Personal information
- Full name: Luis Alfonso Rodríguez Alanís
- Date of birth: 21 January 1991 (age 35)
- Place of birth: San Nicolás de los Garza, Nuevo León, Mexico
- Height: 1.76 m (5 ft 9 in)
- Position: Right-back

Youth career
- 2007–2010: Monterrey

Senior career*
- Years: Team / Apps / (Gls)
- 2008–2009: Monterrey 1a. A / 14 / (1)
- 2010–2013: Monterrey / 2 / (0)
- 2012–2013: → San Luis (loan) / 20 / (2)
- 2013–2016: Chiapas / 95 / (7)
- 2016–2022: Tigres UANL / 177 / (7)
- 2023: Juárez / 32 / (0)
- 2024–2025: Pachuca / 37 / (0)

International career^{‡}
- 2015–2022: Mexico / 38 / (2)

Medal record
Men's football
Representing Mexico
CONCACAF Gold Cup
| Winner | 2019 United States |  |
| Runner-up | 2021 United States |  |

= Luis Rodríguez (footballer, born 1991) =

Mexican footballer

Luis Alfonso Rodríguez Alanís (born 21 January 1991), commonly known as "Chaka Rodríguez", is a Mexican professional footballer who plays as a right-back for Liga MX club Pachuca.

==Club career==
===Monterrey===
Rodríguez made his debut with Monterrey on 24 July 2011 as a starter in a match against San Luis in a 1–1 draw.

Rodríguez joined San Luis on loan for the 2012–13 season.

===Tigres UANL===
During the 2016 draft it was announced that Tigres UANL had purchased him.

==International career==
On 15 April 2015, Rodríguez made his debut with the senior national team in a friendly game against the United States.

Rodríguez participated in every match during the Gold Cup as Mexico went on to win the tournament.

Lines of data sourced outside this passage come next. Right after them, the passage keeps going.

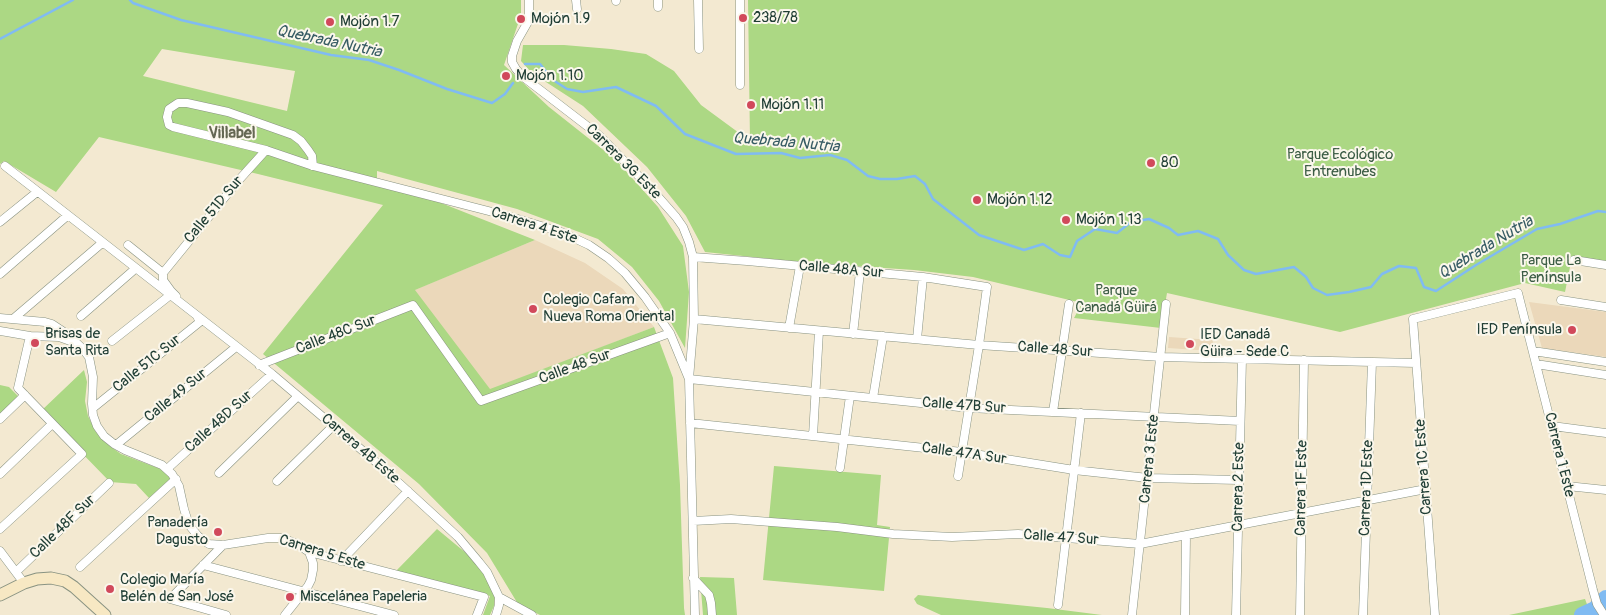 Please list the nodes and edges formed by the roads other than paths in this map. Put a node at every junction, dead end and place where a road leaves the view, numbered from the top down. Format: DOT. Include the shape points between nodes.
graph roads {
  1 [pos="529,0"];
  2 [pos="576,0"];
  3 [pos="698,0"];
  4 [pos="740,0"];
  5 [pos="577,9"];
  6 [pos="699,48"];
  7 [pos="740,85"];
  8 [pos="266,150"];
  9 [pos="5,166"];
  10 [pos="313,166"];
  11 [pos="37,192"];
  12 [pos="67,216"];
  13 [pos="0,222"];
  14 [pos="102,243"];
  15 [pos="128,245"];
  16 [pos="693,257"];
  17 [pos="1574,260"];
  18 [pos="1606,264"];
  19 [pos="800,266"];
  20 [pos="135,269"];
  21 [pos="163,272"];
  22 [pos="860,272"];
  23 [pos="0,274"];
  24 [pos="923,277"];
  25 [pos="169,296"];
  26 [pos="1561,300"];
  27 [pos="1069,304"];
  28 [pos="1166,304"];
  29 [pos="1606,307"];
  30 [pos="81,316"];
  31 [pos="0,318"];
  32 [pos="14,319"];
  33 [pos="1413,319"];
  34 [pos="201,320"];
  35 [pos="694,320"];
  36 [pos="789,328"];
  37 [pos="0,331"];
  38 [pos="819,331"];
  39 [pos="670,333"];
  40 [pos="853,334"];
  41 [pos="30,336"];
  42 [pos="883,336"];
  43 [pos="917,339"];
  44 [pos="112,341"];
  45 [pos="77,343"];
  46 [pos="980,345"];
  47 [pos="236,347"];
  48 [pos="1062,350"];
  49 [pos="1533,351"];
  50 [pos="1161,357"];
  51 [pos="1242,359"];
  52 [pos="1304,360"];
  53 [pos="1372,362"];
  54 [pos="1606,362"];
  55 [pos="1416,363"];
  56 [pos="1536,364"];
  57 [pos="259,365"];
  58 [pos="272,374"];
  59 [pos="1606,375"];
  60 [pos="689,379"];
  61 [pos="816,392"];
  62 [pos="25,395"];
  63 [pos="298,396"];
  64 [pos="850,396"];
  65 [pos="873,398"];
  66 [pos="481,401"];
  67 [pos="93,408"];
  68 [pos="969,408"];
  69 [pos="1053,412"];
  70 [pos="1081,413"];
  71 [pos="1154,417"];
  72 [pos="0,419"];
  73 [pos="1240,421"];
  74 [pos="690,423"];
  75 [pos="52,424"];
  76 [pos="333,426"];
  77 [pos="1552,426"];
  78 [pos="1606,433"];
  79 [pos="813,436"];
  80 [pos="845,440"];
  81 [pos="116,445"];
  82 [pos="962,452"];
  83 [pos="840,468"];
  84 [pos="167,469"];
  85 [pos="1074,470"];
  86 [pos="220,473"];
  87 [pos="0,474"];
  88 [pos="958,476"];
  89 [pos="1148,478"];
  90 [pos="176,479"];
  91 [pos="1239,480"];
  92 [pos="277,481"];
  93 [pos="110,483"];
  94 [pos="1567,486"];
  95 [pos="1426,489"];
  96 [pos="1606,490"];
  97 [pos="408,491"];
  98 [pos="1367,501"];
  99 [pos="1302,513"];
  100 [pos="693,521"];
  101 [pos="1238,526"];
  102 [pos="0,530"];
  103 [pos="1186,536"];
  104 [pos="1066,538"];
  105 [pos="1140,544"];
  106 [pos="223,546"];
  107 [pos="0,551"];
  108 [pos="308,552"];
  109 [pos="341,561"];
  110 [pos="203,566"];
  111 [pos="80,567"];
  112 [pos="16,572"];
  113 [pos="694,578"];
  114 [pos="24,583"];
  115 [pos="303,592"];
  116 [pos="0,596"];
  117 [pos="499,597"];
  118 [pos="1058,605"];
  119 [pos="1602,612"];
  120 [pos="106,615"];
  121 [pos="226,615"];
  122 [pos="285,615"];
  123 [pos="394,615"];
  124 [pos="476,615"];
  125 [pos="496,615"];
  126 [pos="532,615"];
  127 [pos="695,615"];
  128 [pos="712,615"];
  129 [pos="1132,615"];
  130 [pos="1185,615"];
  131 [pos="1236,615"];
  132 [pos="1300,615"];
  133 [pos="1363,615"];
  134 [pos="1435,615"];
  1 -- 16 [label="street, Carrera 3G Este" via="529,20 517,41 512,62 522,76 600,136 653,191 683,227"];
  2 -- 5 [label="street"];
  3 -- 6 [label="street"];
  4 -- 7 [label="street"];
  8 -- 10 [label="street, Carrera 4 Este"];
  8 -- 10 [label="street, Carrera 4 Este" via="173,127 167,117 169,109 178,102 187,103 228,112 292,135 308,150"];
  8 -- 21 [label="street, Calle 51D Sur"];
  9 -- 11 [label="street, Carrera 4B Este"];
  10 -- 39 [label="street, Carrera 4 Este" via="561,232 588,245 625,273"];
  11 -- 12 [label="street, Carrera 4B Este"];
  11 -- 13 [label="street"];
  12 -- 14 [label="street, Carrera 4B Este"];
  12 -- 23 [label="street"];
  14 -- 20 [label="street, Carrera 4B Este"];
  14 -- 32 [label="street"];
  15 -- 21 [label="street"];
  16 -- 19 [label="street, Calle 48A Sur"];
  16 -- 35 [label="street, Carrera 4 Este"];
  17 -- 18 [label="street"];
  19 -- 22 [label="street, Calle 48A Sur"];
  19 -- 36 [label="street"];
  20 -- 25 [label="street, Carrera 4B Este"];
  20 -- 30 [label="street"];
  21 -- 34 [label="street, Carrera 4B Este" via="163,280 170,291"];
  22 -- 24 [label="street, Calle 48A Sur"];
  22 -- 40 [label="street"];
  24 -- 43 [label="street"];
  24 -- 46 [label="street, Calle 48A Sur" via="987,287"];
  25 -- 34 [label="street, Carrera 4B Este"];
  25 -- 44 [label="street"];
  26 -- 29 [label="street"];
  27 -- 48 [label="street"];
  28 -- 50 [label="street, Carrera 3 Este"];
  31 -- 32 [label="street"];
  32 -- 45 [label="street" via="52,324"];
  33 -- 49 [label="street, Carrera 1 Este" via="1518,293"];
  33 -- 55 [label="street, Carrera 1C Este"];
  34 -- 47 [label="street, Carrera 4B Este"];
  34 -- 67 [label="street, Calle 51C Sur"];
  35 -- 36 [label="street, Calle 48 Sur"];
  35 -- 60 [label="street, Carrera 4 Este"];
  36 -- 38 [label="street, Calle 48 Sur"];
  37 -- 41 [label="street"];
  38 -- 40 [label="street, Calle 48 Sur"];
  38 -- 61 [label="street"];
  39 -- 60 [label="street, Carrera 4 Este"];
  39 -- 66 [label="street, Calle 48 Sur"];
  40 -- 42 [label="street, Calle 48 Sur"];
  41 -- 45 [label="street" via="59,337"];
  41 -- 62 [label="street" via="18,388"];
  42 -- 43 [label="street, Calle 48 Sur"];
  42 -- 65 [label="street"];
  43 -- 46 [label="street, Calle 48 Sur"];
  45 -- 67 [label="street" via="89,357"];
  46 -- 48 [label="street, Calle 48 Sur"];
  46 -- 68 [label="street"];
  47 -- 57 [label="street, Carrera 4B Este"];
  47 -- 81 [label="street, Calle 49 Sur"];
  48 -- 50 [label="street, Calle 48 Sur"];
  48 -- 69 [label="street"];
  49 -- 54 [label="street"];
  49 -- 56 [label="street, Carrera 1 Este"];
  50 -- 51 [label="street, Calle 48 Sur"];
  50 -- 71 [label="street, Carrera 3 Este"];
  51 -- 52 [label="street, Calle 48 Sur"];
  51 -- 73 [label="street, Carrera 2 Este"];
  52 -- 53 [label="street, Calle 48 Sur"];
  52 -- 99 [label="street, Carrera 1F Este"];
  53 -- 55 [label="street, Calle 48 Sur"];
  53 -- 98 [label="street, Carrera 1D Este"];
  55 -- 95 [label="street, Carrera 1C Este"];
  56 -- 59 [label="street"];
  56 -- 77 [label="street, Carrera 1 Este"];
  57 -- 58 [label="street, Carrera 4B Este"];
  57 -- 66 [label="street, Calle 48C Sur" via="413,305"];
  58 -- 63 [label="street, Carrera 4B Este"];
  58 -- 84 [label="street, Calle 48D Sur"];
  60 -- 61 [label="street, Calle 47B Sur"];
  60 -- 74 [label="street, Carrera 4 Este"];
  61 -- 64 [label="street, Calle 47B Sur"];
  61 -- 79 [label="street"];
  62 -- 72 [label="street"];
  62 -- 75 [label="street"];
  63 -- 76 [label="street, Carrera 4B Este"];
  63 -- 86 [label="street"];
  64 -- 65 [label="street, Calle 47B Sur"];
  64 -- 80 [label="street"];
  65 -- 68 [label="street, Calle 47B Sur"];
  67 -- 81 [label="street" via="97,426"];
  68 -- 69 [label="street, Calle 47B Sur"];
  68 -- 82 [label="street"];
  69 -- 70 [label="street, Calle 47B Sur"];
  70 -- 71 [label="street, Calle 47B Sur"];
  70 -- 85 [label="street"];
  71 -- 73 [label="street, Calle 47B Sur"];
  71 -- 89 [label="street, Carrera 3 Este"];
  73 -- 91 [label="street, Carrera 2 Este"];
  74 -- 79 [label="street, Calle 47A Sur"];
  74 -- 100 [label="street, Carrera 4 Este"];
  75 -- 87 [label="street"];
  75 -- 102 [label="street" via="82,454"];
  76 -- 92 [label="street"];
  76 -- 97 [label="street, Carrera 4B Este"];
  77 -- 78 [label="street"];
  77 -- 94 [label="street, Carrera 1 Este"];
  79 -- 80 [label="street, Calle 47A Sur"];
  80 -- 82 [label="street, Calle 47A Sur"];
  80 -- 83 [label="street"];
  81 -- 84 [label="street"];
  82 -- 85 [label="street, Calle 47A Sur"];
  82 -- 88 [label="street"];
  84 -- 90 [label="street"];
  85 -- 89 [label="street, Calle 47A Sur"];
  85 -- 104 [label="street"];
  89 -- 91 [label="street, Calle 47A Sur"];
  89 -- 105 [label="street, Carrera 3 Este"];
  90 -- 106 [label="street" via="186,517 193,530 209,544"];
  90 -- 111 [label="street"];
  91 -- 101 [label="street, Carrera 2 Este"];
  93 -- 112 [label="street, Calle 48F Sur"];
  94 -- 96 [label="street"];
  94 -- 119 [label="street, Carrera 1 Este"];
  95 -- 98 [label="street, Calle 47 Sur"];
  95 -- 134 [label="street, Carrera 1C Este"];
  97 -- 109 [label="street"];
  97 -- 117 [label="street, Carrera 4B Este" via="458,537 487,572"];
  98 -- 99 [label="street, Calle 47 Sur"];
  98 -- 133 [label="street, Carrera 1D Este"];
  99 -- 101 [label="street, Calle 47 Sur"];
  99 -- 132 [label="street, Carrera 1F Este"];
  100 -- 104 [label="street, Calle 47 Sur" via="731,520 952,537 1018,534"];
  100 -- 113 [label="street, Carrera 4 Este"];
  101 -- 103 [label="street, Calle 47 Sur"];
  101 -- 131 [label="street, Carrera 2 Este"];
  103 -- 105 [label="street, Calle 47 Sur"];
  103 -- 130 [label="street"];
  104 -- 105 [label="street, Calle 47 Sur"];
  104 -- 118 [label="street"];
  105 -- 129 [label="street, Carrera 3 Este"];
  106 -- 108 [label="street, Carrera 5 Este" via="282,538"];
  106 -- 110 [label="street"];
  107 -- 112 [label="street"];
  108 -- 109 [label="street, Carrera 5 Este"];
  108 -- 115 [label="street" via="313,570"];
  109 -- 124 [label="street, Carrera 5 Este" via="484,598"];
  110 -- 115 [label="street"];
  110 -- 121 [label="street" via="170,599"];
  112 -- 114 [label="street"];
  113 -- 127 [label="street, Carrera 4 Este"];
  113 -- 128 [label="street" via="709,595"];
  114 -- 116 [label="street"];
  114 -- 120 [label="street" via="51,578 65,581"];
  115 -- 122 [label="street"];
  115 -- 123 [label="street"];
  117 -- 125 [label="street"];
  117 -- 126 [label="street"];
}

He was included in the tournament's Best XI.

==Career statistics==
===International===

Mexico
| Year | Apps | Goals |
| 2015 | 1 | 0 |
| 2017 | 4 | 0 |
| 2018 | 5 | 0 |
| 2019 | 8 | 1 |
| 2020 | 4 | 0 |
| 2021 | 14 | 1 |
| 2022 | 2 | 0 |
| Total | 38 | 2 |

Scores and results list Mexico's goal tally first.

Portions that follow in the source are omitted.